East Boothbay lobsterman Eben Wilson (right) and sternman Daniel Barter weave plastic links into trap rope.
Fred Bever
Maine Public
East Boothbay lobsterman Eben Wilson (right) and sternman Daniel Barter weave plastic links into trap rope.

Gov. Janet Mills and Maine's congressional delegation took a victory lap Wednesday to tout a measure they were able to include in a federal spending package that imposes a six-year regulatory pause for the lobster industry.

The amendment would prevent federal officials from imposing new regulations on the lobster industry until 2028. A federal court ruling issued earlier this fall had previously given the fishery two years to further reduce their risks to the endangered North Atlantic right whale population.

"This was the only vehicle, the omnibus spending bill, that we could identify as a way to get this pause in the regulations for six years," Republican Sen. Susan Collins told reporters Wednesday morning.

Collins and others described the proposal as one of the more significant cooperative efforts among the governor and members of the Maine's congressional delegation to intervene on behalf of a state industry.

"This was a Christmas miracle for the lobster industry," said Sen.
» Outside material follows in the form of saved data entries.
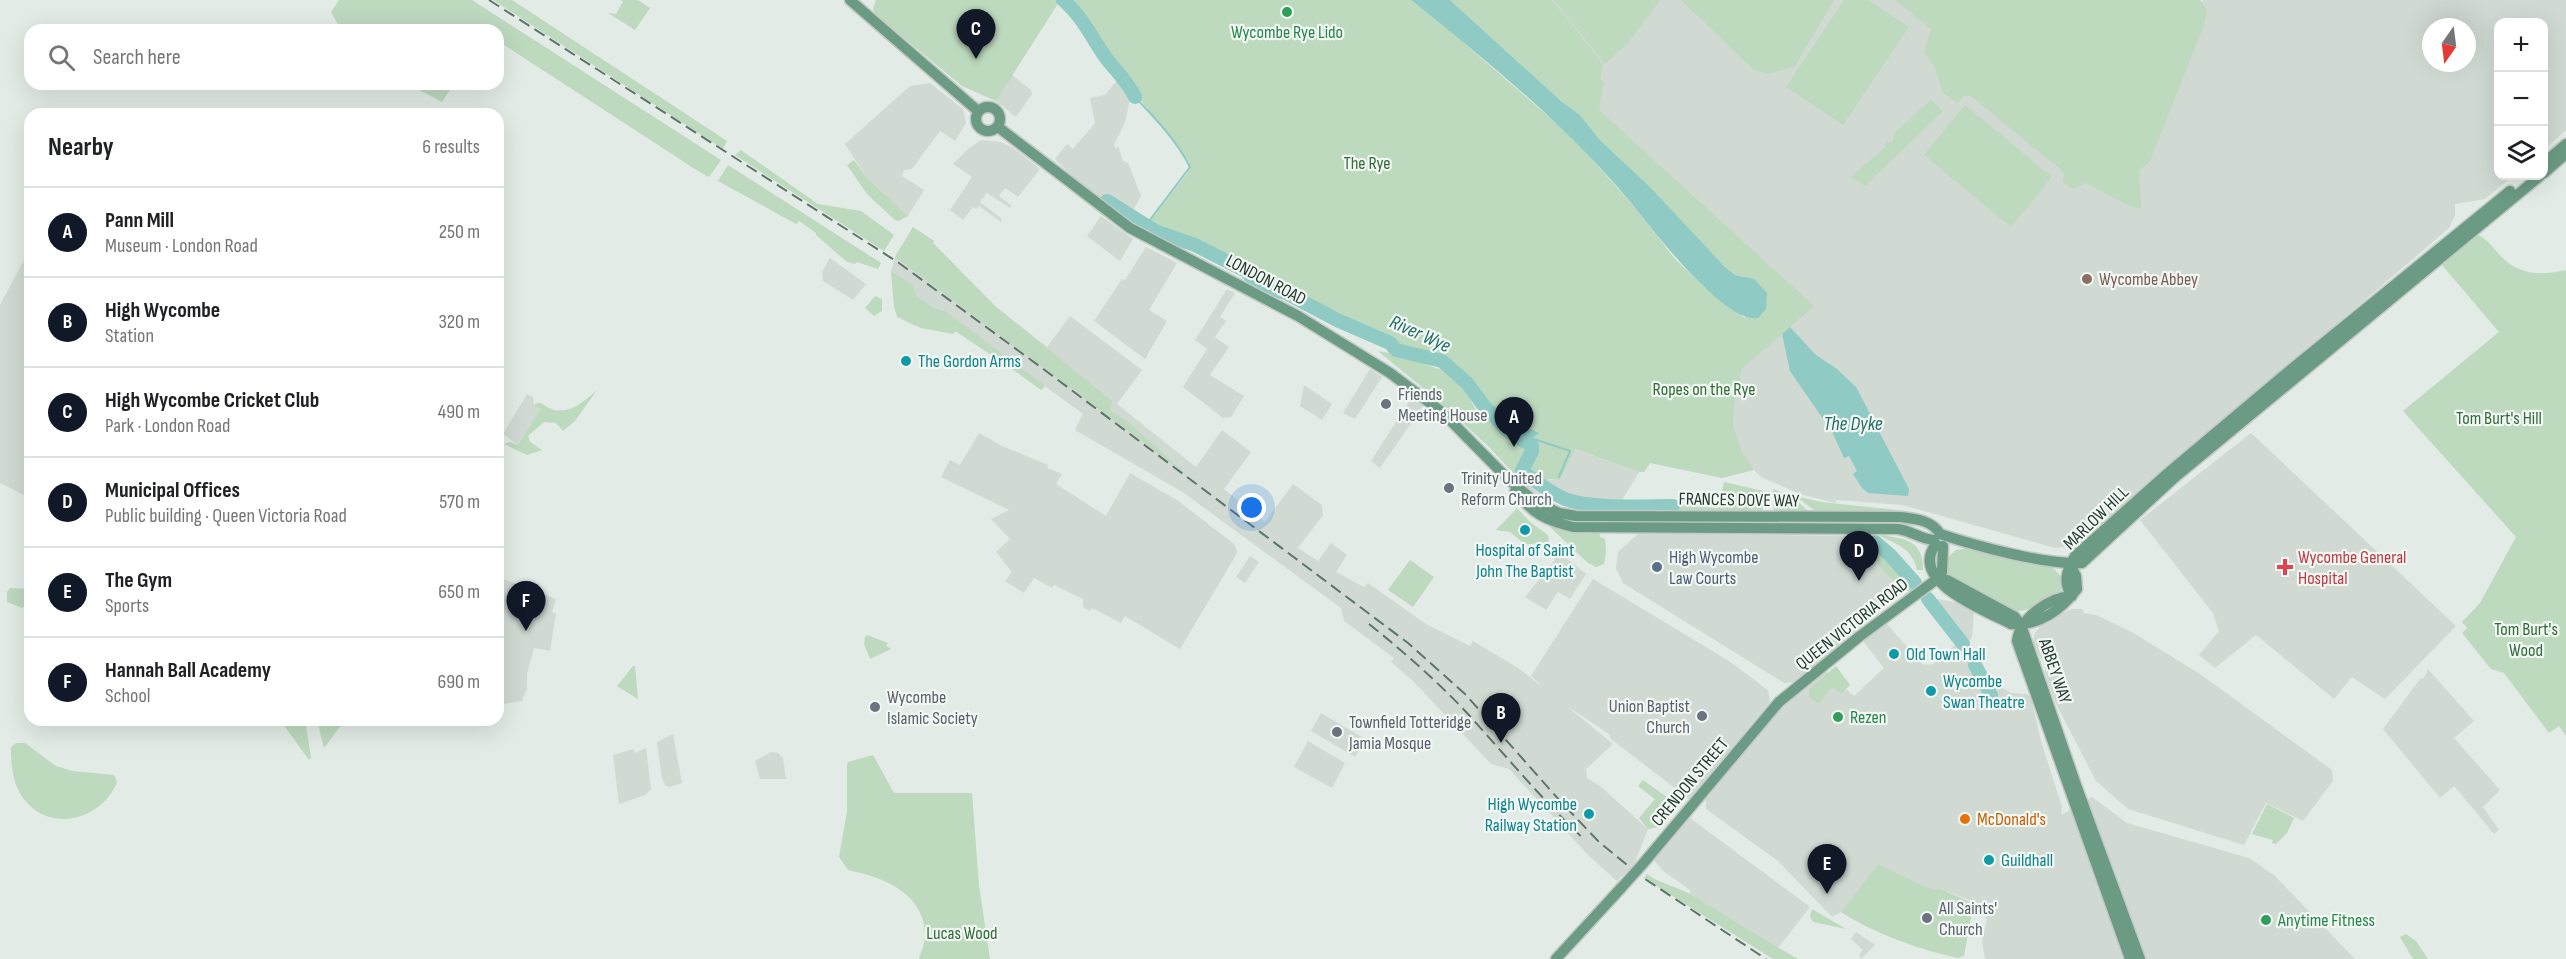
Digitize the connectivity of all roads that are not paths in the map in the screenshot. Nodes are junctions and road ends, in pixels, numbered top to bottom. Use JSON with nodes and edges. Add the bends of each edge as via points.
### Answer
{"nodes":[{"id":1,"x":850,"y":0,"type":"edge"},
{"id":2,"x":978,"y":111,"type":"junction"},
{"id":3,"x":998,"y":127,"type":"junction"},
{"id":4,"x":2566,"y":144,"type":"edge"},
{"id":5,"x":2566,"y":154,"type":"edge"},
{"id":6,"x":2548,"y":160,"type":"edge"},
{"id":7,"x":2548,"y":169,"type":"edge"},
{"id":8,"x":2524,"y":180,"type":"edge"},
{"id":9,"x":2535,"y":180,"type":"edge"},
{"id":10,"x":1534,"y":506,"type":"joint"},
{"id":11,"x":1626,"y":522,"type":"junction"},
{"id":12,"x":1941,"y":541,"type":"junction"},
{"id":13,"x":2070,"y":564,"type":"junction"},
{"id":14,"x":1937,"y":579,"type":"junction"},
{"id":15,"x":2021,"y":626,"type":"junction"},
{"id":16,"x":1789,"y":696,"type":"joint"},
{"id":17,"x":2072,"y":786,"type":"junction"},
{"id":18,"x":1556,"y":959,"type":"edge"},
{"id":19,"x":2130,"y":959,"type":"edge"},
{"id":20,"x":2140,"y":959,"type":"edge"}],
"edges":[{"from":1,"to":2,"type":"main road","name":"LONDON ROAD"},
{"from":2,"to":3,"type":"main road","name":"LONDON ROAD","via":[[984,107],[994,109],[1000,118]]},
{"from":2,"to":3,"type":"main road","name":"LONDON ROAD","via":[[975,119],[980,129],[991,131]]},
{"from":3,"to":10,"type":"main road","name":"LONDON ROAD","via":[[1130,228],[1298,316],[1390,373],[1442,412]]},
{"from":4,"to":6,"type":"main road"},
{"from":5,"to":7,"type":"main road","name":"MARLOW HILL"},
{"from":8,"to":13,"type":"main road","name":"MARLOW HILL","via":[[2169,471]]},
{"from":9,"to":13,"type":"main road","name":"MARLOW HILL","via":[[2182,472],[2082,563]]},
{"from":10,"to":11,"type":"main road","name":"FRANCES DOVE WAY"},
{"from":11,"to":12,"type":"main road","name":"FRANCES DOVE WAY","via":[[1898,528],[1926,540]]},
{"from":11,"to":12,"type":"main road","name":"FRANCES DOVE WAY","via":[[1901,517],[1936,527]]},
{"from":12,"to":13,"type":"main road"},
{"from":12,"to":14,"type":"main road","via":[[1931,551],[1931,573]]},
{"from":13,"to":15,"type":"main road","via":[[2077,589],[2066,604]]},
{"from":14,"to":15,"type":"main road","via":[[1942,588]]},
{"from":14,"to":16,"type":"main road","name":"QUEEN VICTORIA ROAD","via":[[1860,636]]},
{"from":15,"to":17,"type":"main road","name":"ABBEY WAY"},
{"from":16,"to":18,"type":"main road","name":"CRENDON STREET","bridge":true,"via":[[1777,705],[1641,866]]},
{"from":17,"to":19,"type":"main road","name":"ABBEY WAY"},
{"from":17,"to":20,"type":"main road","name":"ABBEY WAY"}]}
Angus King, an independent.

If the spending bill passes later this week, Maine will receive about $52 million this year to test new gear and fishing techniques that could minimize risks to endangered right whales, Collins said.

The federal spending package also authorizes a 10-year grant program, which, if funded each year, could provide additional money for research projects aimed at reducing whale injuries and deaths.
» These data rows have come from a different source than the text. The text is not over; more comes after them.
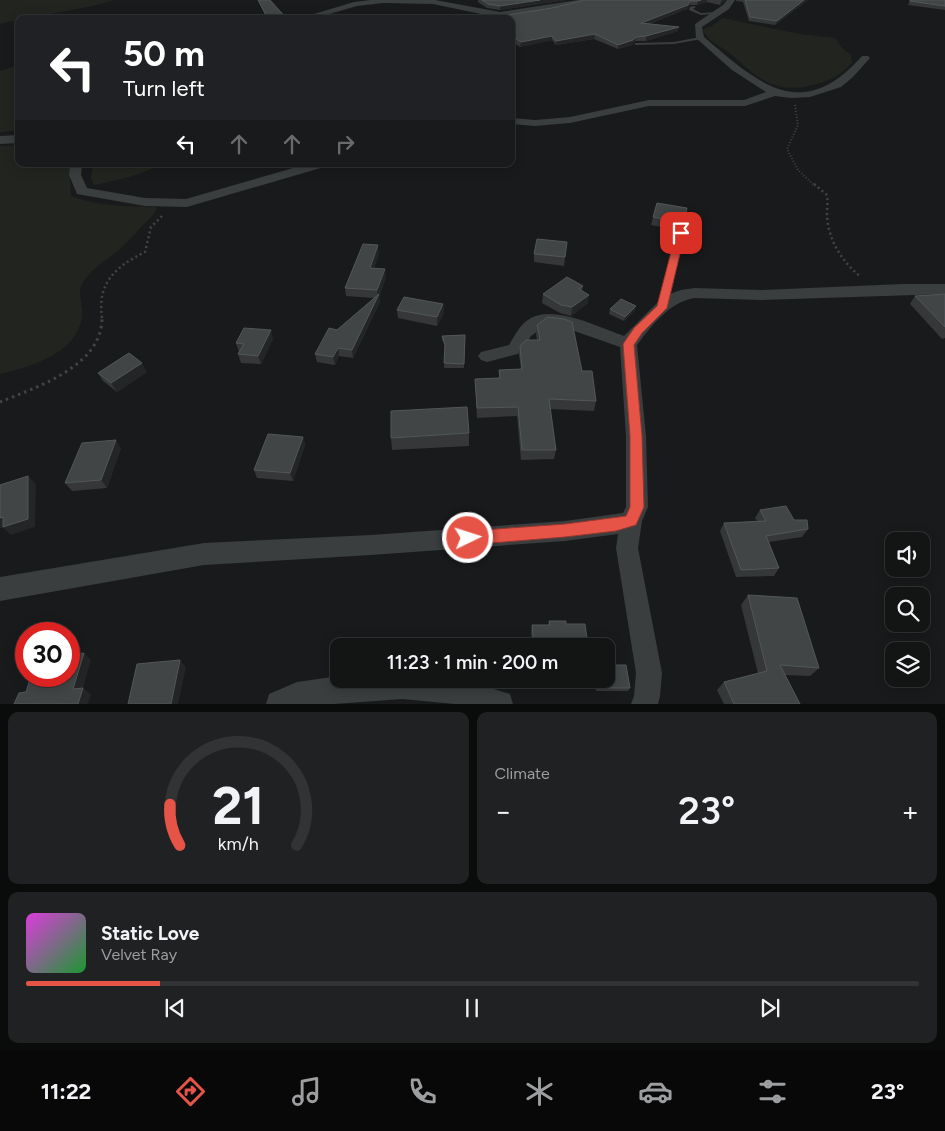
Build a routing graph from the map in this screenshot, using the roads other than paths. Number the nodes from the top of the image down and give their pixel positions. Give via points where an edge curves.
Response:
1 (590, 0) edge
2 (731, 0) edge
3 (694, 7) edge
4 (718, 13) junction
5 (316, 15) edge
6 (500, 15) edge
7 (500, 15) edge
8 (700, 38) junction
9 (636, 44) edge
10 (865, 58) dead end
11 (776, 92) junction
12 (515, 121) edge
13 (15, 139) edge
14 (0, 140) edge
15 (76, 167) edge
16 (310, 167) edge
17 (681, 233) dead end
18 (945, 290) edge
19 (662, 308) junction
20 (628, 344) junction
21 (487, 356) dead end
22 (631, 520) junction
23 (0, 589) edge
24 (279, 704) edge
25 (500, 704) edge
26 (644, 704) edge

1 - 6 street
2 - 4 street
3 - 4 lane via 691,10 701,14
4 - 8 street via 698,26
5 - 7 street via 383,1 433,2
8 - 9 lane via 674,43
8 - 11 street via 732,66
10 - 11 street via 833,87 792,95
11 - 12 street via 745,103 649,104 570,120
13 - 14 street
15 - 16 street via 75,175 82,191 145,202 187,203
17 - 19 lane
18 - 19 street via 770,295 694,293 675,298
19 - 20 street
20 - 21 street via 565,322 546,319 525,332 515,349
20 - 22 street via 636,436 637,507
22 - 23 street via 565,531 204,554
22 - 26 street via 627,548 649,673
24 - 25 street via 297,695 402,686 454,690

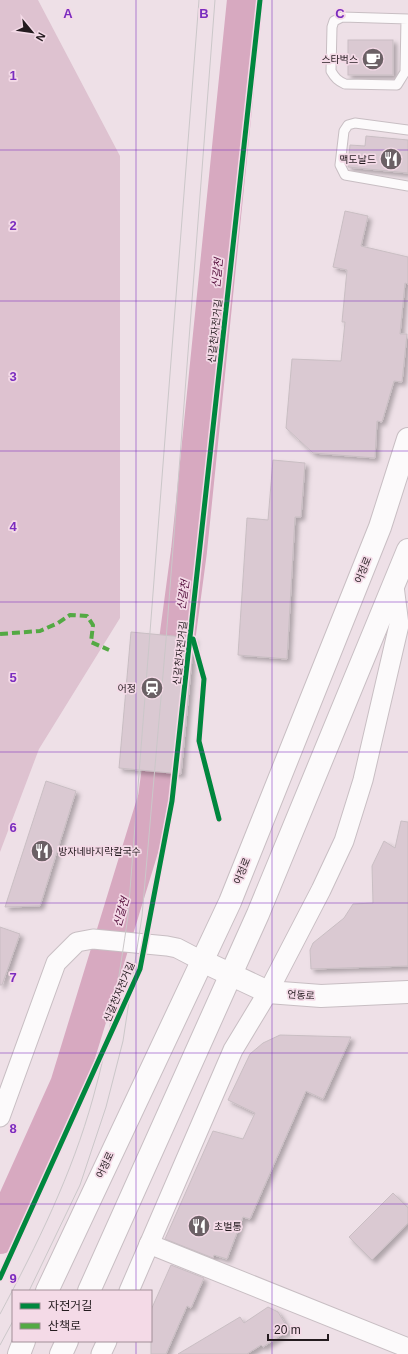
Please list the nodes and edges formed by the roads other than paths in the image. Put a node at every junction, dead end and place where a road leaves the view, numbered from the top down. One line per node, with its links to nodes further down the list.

"As someone who will surely be the vice-chair of the Senate Appropriations Committee, I want to make sure that additional appropriations are targeted going to the lobstermen and women who can test the gear, going to University of Maine for example, going to the state Department of Marine Resources, going to Maine Lobstermen's Association and Maine Lobstering Union, going to those groups," Collins said.

The funding is key to collecting more information about the whales' whereabouts, Collins and the other members of the Maine delegation said.
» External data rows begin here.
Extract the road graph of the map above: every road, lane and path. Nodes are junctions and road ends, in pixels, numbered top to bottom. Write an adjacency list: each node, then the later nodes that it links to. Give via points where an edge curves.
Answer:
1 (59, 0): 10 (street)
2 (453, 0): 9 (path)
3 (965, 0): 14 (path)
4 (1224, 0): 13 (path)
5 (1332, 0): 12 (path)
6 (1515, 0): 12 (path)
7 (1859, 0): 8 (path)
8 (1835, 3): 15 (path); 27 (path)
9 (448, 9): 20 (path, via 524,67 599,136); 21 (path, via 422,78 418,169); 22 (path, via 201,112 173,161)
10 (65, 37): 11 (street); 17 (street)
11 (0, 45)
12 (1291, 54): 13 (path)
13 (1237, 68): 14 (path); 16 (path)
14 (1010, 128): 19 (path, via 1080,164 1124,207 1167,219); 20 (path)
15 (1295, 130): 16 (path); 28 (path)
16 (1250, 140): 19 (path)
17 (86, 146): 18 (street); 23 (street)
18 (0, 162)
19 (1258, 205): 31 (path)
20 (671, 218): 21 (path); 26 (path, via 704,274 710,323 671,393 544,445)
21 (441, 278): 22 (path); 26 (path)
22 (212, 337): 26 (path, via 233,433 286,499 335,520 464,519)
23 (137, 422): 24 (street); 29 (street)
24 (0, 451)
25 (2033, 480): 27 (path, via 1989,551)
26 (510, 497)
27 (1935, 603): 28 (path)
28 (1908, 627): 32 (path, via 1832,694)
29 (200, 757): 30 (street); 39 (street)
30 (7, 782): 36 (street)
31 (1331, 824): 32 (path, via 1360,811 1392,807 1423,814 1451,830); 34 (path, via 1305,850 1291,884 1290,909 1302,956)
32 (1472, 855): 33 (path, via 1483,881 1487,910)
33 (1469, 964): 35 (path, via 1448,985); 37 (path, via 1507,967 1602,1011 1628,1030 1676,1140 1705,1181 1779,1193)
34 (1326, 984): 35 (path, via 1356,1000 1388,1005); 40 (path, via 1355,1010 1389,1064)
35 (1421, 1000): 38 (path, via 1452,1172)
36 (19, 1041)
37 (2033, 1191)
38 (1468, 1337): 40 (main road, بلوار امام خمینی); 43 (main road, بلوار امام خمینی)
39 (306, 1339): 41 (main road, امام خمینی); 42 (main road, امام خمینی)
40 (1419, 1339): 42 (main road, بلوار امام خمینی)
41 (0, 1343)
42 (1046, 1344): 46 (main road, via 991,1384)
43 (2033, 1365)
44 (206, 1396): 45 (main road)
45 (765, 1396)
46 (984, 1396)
King said additional research should definitively prove what has become a popular talking point — that lobstermen rarely see the whales, and that a whale entanglement hasn't been linked to the Maine fishery in nearly two decades.

"One of the major things for me is going to be to work with all the federal agencies to develop better data," King said. "I think it's going to show... that we may not need to do radical gear modification if indeed the whales aren't in the Gulf of Maine to any significant degree and aren't really at risk."

Environmental groups have said they agree more information needs to be collected, and that right whales are perhaps using the Gulf of Maine less often than in the past.

But they say the whales are difficult to track, and they point to the thousands of miles of rope that Maine's lobster fishery has in the water in calling for more restrictions. There are fewer than 350 remaining right whales.